Una mañana cualquiera |
Él
despierta sabiendo que, como él, despierta con los ojos clavados en el
espejo. Sabe que a pesar de la oscuridad sus pupilas se expanden
lentamente hasta lograr distinguir las siluetas de la habitación. Sabe
también que es delgado, joven, que despierta con la ayuda del reloj o de
las pesadillas -no como él que prescinde del reloj- y que a su lado nadie
comparte su noche. Tiene la certeza de saberlo abstraído durante horas en
la contemplación de las sombras dentro del mercurio detenido (de igual
forma sabe que él llama así al espejo), como si asistiera a una única
función, ininterrumpida y privada, donde, para él y sólo para él, las
luces y las sombras se disputan la vida. Sabe también que el primer acto
de aquella función comenzó una mañana cualquiera, al volver de una
pesadilla, cuando vio el ángulo recto que forman la unión del techo y la
pared con una leve inclinación, con un gris oscuro el primero, con un
blanco mortal la otra. Tan perfectos eran sus colores que parecían no ser
un reflejo, sino más bien, daban al mercurio detenido la gracia de
semejar una ventana, a través de la cual se podía observar su propia
habitación como lindante, en un espacio contiguo, en un tiempo contiguo.

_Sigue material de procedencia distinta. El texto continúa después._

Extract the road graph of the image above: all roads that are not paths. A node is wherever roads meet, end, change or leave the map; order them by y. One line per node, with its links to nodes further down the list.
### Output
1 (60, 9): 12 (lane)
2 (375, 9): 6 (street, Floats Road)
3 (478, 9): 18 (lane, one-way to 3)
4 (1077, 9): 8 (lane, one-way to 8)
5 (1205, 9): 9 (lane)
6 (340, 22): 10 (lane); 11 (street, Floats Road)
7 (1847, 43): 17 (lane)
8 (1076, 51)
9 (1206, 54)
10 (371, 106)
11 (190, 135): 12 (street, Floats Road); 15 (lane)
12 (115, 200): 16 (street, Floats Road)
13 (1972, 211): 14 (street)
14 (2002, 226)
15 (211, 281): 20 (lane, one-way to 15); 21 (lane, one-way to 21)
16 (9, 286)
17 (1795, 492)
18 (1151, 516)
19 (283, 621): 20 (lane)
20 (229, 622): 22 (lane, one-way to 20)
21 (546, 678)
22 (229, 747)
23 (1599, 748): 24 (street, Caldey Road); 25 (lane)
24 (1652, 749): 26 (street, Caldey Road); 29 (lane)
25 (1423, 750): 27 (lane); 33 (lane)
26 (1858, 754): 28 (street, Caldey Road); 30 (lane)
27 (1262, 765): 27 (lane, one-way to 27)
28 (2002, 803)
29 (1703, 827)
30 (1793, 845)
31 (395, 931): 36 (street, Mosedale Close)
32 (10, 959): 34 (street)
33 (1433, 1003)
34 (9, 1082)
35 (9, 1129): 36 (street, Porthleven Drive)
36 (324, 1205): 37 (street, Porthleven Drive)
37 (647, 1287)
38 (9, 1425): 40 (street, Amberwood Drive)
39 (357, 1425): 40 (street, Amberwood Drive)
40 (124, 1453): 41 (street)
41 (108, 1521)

Infinitas veces el cielo nocturno marchó claro y silencioso dentro de
aquella ventana, frente a los ojos insomnes de él. Él
despierta sabiendo de ese él como quien retorna espontáneamente a su
primer recuerdo, a su primer segundo o quizás a algo anterior aún. No
hubo razonamientos, no hubo esfuerzo, sólo el despertar, sólo el saber. Estira
sus brazos y luego intenta recuperar parte de las mantas que como de
costumbre yacen debajo del cuerpo de su mujer que ahora respira profunda y
pesadamente, inmersa en el sueño. Aun le restan tres horas de ese
abandonarse, de ese dejar de ser que es el sueño. Recuperadas las mantas,
se arropa hasta el cuello y deja que lentamente sus pupilas se expandan
hasta dar con lo incorruptible e inmóvil. Ahí, a los pies de la cama, el
antiguo espejo, el mercurio detenido. Intenta
con gran esfuerzo recuperar algo que se le escapa, algo que se pierde de
ese él. Sabe que no se levanta, que se queda atónito ante el espejo.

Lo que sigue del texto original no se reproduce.